Collected data
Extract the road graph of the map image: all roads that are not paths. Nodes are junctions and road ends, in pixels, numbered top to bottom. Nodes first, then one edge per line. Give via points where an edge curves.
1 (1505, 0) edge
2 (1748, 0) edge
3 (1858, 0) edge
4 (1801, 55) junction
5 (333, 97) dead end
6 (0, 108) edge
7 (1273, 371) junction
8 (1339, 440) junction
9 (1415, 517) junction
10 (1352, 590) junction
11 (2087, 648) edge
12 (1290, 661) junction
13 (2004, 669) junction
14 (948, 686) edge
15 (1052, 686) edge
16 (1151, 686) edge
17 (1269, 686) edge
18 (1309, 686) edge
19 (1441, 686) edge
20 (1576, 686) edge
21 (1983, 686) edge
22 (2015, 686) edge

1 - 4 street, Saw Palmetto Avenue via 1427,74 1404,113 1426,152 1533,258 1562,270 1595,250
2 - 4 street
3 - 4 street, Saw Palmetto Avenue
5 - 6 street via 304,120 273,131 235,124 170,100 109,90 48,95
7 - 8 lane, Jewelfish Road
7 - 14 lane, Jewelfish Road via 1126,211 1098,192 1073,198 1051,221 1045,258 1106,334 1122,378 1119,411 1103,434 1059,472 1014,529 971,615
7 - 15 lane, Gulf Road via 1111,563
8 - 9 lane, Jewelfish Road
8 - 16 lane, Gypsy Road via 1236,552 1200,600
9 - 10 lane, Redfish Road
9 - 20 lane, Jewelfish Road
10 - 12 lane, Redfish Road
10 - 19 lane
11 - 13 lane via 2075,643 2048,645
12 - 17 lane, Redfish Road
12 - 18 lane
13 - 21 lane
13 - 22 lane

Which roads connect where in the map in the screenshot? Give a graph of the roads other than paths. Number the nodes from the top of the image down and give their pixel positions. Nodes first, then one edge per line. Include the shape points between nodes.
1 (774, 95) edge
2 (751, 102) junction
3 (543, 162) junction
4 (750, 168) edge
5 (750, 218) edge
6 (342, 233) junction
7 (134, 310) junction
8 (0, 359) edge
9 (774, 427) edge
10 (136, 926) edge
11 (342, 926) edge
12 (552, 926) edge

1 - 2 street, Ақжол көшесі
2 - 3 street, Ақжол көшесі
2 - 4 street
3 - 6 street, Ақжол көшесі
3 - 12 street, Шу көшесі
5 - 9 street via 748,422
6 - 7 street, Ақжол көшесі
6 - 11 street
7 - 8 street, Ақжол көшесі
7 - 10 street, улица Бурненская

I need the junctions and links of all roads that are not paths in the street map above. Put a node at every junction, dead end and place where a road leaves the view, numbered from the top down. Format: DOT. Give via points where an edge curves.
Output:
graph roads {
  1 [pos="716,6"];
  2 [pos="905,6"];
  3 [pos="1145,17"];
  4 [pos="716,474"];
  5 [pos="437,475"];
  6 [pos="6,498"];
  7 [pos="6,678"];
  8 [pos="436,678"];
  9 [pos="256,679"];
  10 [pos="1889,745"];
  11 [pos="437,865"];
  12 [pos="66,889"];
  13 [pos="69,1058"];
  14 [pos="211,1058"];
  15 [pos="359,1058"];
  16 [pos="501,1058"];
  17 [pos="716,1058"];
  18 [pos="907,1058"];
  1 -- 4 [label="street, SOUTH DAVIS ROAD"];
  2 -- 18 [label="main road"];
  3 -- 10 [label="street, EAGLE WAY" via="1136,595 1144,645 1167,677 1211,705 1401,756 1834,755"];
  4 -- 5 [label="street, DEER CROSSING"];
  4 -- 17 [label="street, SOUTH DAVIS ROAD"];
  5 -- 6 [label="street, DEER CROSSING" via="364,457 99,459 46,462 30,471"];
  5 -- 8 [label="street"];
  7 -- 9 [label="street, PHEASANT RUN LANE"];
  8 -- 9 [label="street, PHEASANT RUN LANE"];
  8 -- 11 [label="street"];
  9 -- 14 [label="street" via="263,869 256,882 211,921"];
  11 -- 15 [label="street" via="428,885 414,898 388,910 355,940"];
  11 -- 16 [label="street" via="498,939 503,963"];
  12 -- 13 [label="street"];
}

EXERCISE GOAL
Line by line, output the data precisely as shown above.

RESPONSE TO THE EXERCISE
Extract the road graph of the map image: all roads that are not paths. Nodes are junctions and road ends, in pixels, numbered top to bottom. Nodes first, then one edge per line. Give via points where an edge curves.
1 (1505, 0) edge
2 (1748, 0) edge
3 (1858, 0) edge
4 (1801, 55) junction
5 (333, 97) dead end
6 (0, 108) edge
7 (1273, 371) junction
8 (1339, 440) junction
9 (1415, 517) junction
10 (1352, 590) junction
11 (2087, 648) edge
12 (1290, 661) junction
13 (2004, 669) junction
14 (948, 686) edge
15 (1052, 686) edge
16 (1151, 686) edge
17 (1269, 686) edge
18 (1309, 686) edge
19 (1441, 686) edge
20 (1576, 686) edge
21 (1983, 686) edge
22 (2015, 686) edge

1 - 4 street, Saw Palmetto Avenue via 1427,74 1404,113 1426,152 1533,258 1562,270 1595,250
2 - 4 street
3 - 4 street, Saw Palmetto Avenue
5 - 6 street via 304,120 273,131 235,124 170,100 109,90 48,95
7 - 8 lane, Jewelfish Road
7 - 14 lane, Jewelfish Road via 1126,211 1098,192 1073,198 1051,221 1045,258 1106,334 1122,378 1119,411 1103,434 1059,472 1014,529 971,615
7 - 15 lane, Gulf Road via 1111,563
8 - 9 lane, Jewelfish Road
8 - 16 lane, Gypsy Road via 1236,552 1200,600
9 - 10 lane, Redfish Road
9 - 20 lane, Jewelfish Road
10 - 12 lane, Redfish Road
10 - 19 lane
11 - 13 lane via 2075,643 2048,645
12 - 17 lane, Redfish Road
12 - 18 lane
13 - 21 lane
13 - 22 lane

Which roads connect where in the map in the screenshot? Give a graph of the roads other than paths. Number the nodes from the top of the image down and give their pixel positions. Nodes first, then one edge per line. Include the shape points between nodes.
1 (774, 95) edge
2 (751, 102) junction
3 (543, 162) junction
4 (750, 168) edge
5 (750, 218) edge
6 (342, 233) junction
7 (134, 310) junction
8 (0, 359) edge
9 (774, 427) edge
10 (136, 926) edge
11 (342, 926) edge
12 (552, 926) edge

1 - 2 street, Ақжол көшесі
2 - 3 street, Ақжол көшесі
2 - 4 street
3 - 6 street, Ақжол көшесі
3 - 12 street, Шу көшесі
5 - 9 street via 748,422
6 - 7 street, Ақжол көшесі
6 - 11 street
7 - 8 street, Ақжол көшесі
7 - 10 street, улица Бурненская

I need the junctions and links of all roads that are not paths in the street map above. Put a node at every junction, dead end and place where a road leaves the view, numbered from the top down. Format: DOT. Give via points where an edge curves.
Output:
graph roads {
  1 [pos="716,6"];
  2 [pos="905,6"];
  3 [pos="1145,17"];
  4 [pos="716,474"];
  5 [pos="437,475"];
  6 [pos="6,498"];
  7 [pos="6,678"];
  8 [pos="436,678"];
  9 [pos="256,679"];
  10 [pos="1889,745"];
  11 [pos="437,865"];
  12 [pos="66,889"];
  13 [pos="69,1058"];
  14 [pos="211,1058"];
  15 [pos="359,1058"];
  16 [pos="501,1058"];
  17 [pos="716,1058"];
  18 [pos="907,1058"];
  1 -- 4 [label="street, SOUTH DAVIS ROAD"];
  2 -- 18 [label="main road"];
  3 -- 10 [label="street, EAGLE WAY" via="1136,595 1144,645 1167,677 1211,705 1401,756 1834,755"];
  4 -- 5 [label="street, DEER CROSSING"];
  4 -- 17 [label="street, SOUTH DAVIS ROAD"];
  5 -- 6 [label="street, DEER CROSSING" via="364,457 99,459 46,462 30,471"];
  5 -- 8 [label="street"];
  7 -- 9 [label="street, PHEASANT RUN LANE"];
  8 -- 9 [label="street, PHEASANT RUN LANE"];
  8 -- 11 [label="street"];
  9 -- 14 [label="street" via="263,869 256,882 211,921"];
  11 -- 15 [label="street" via="428,885 414,898 388,910 355,940"];
  11 -- 16 [label="street" via="498,939 503,963"];
  12 -- 13 [label="street"];
}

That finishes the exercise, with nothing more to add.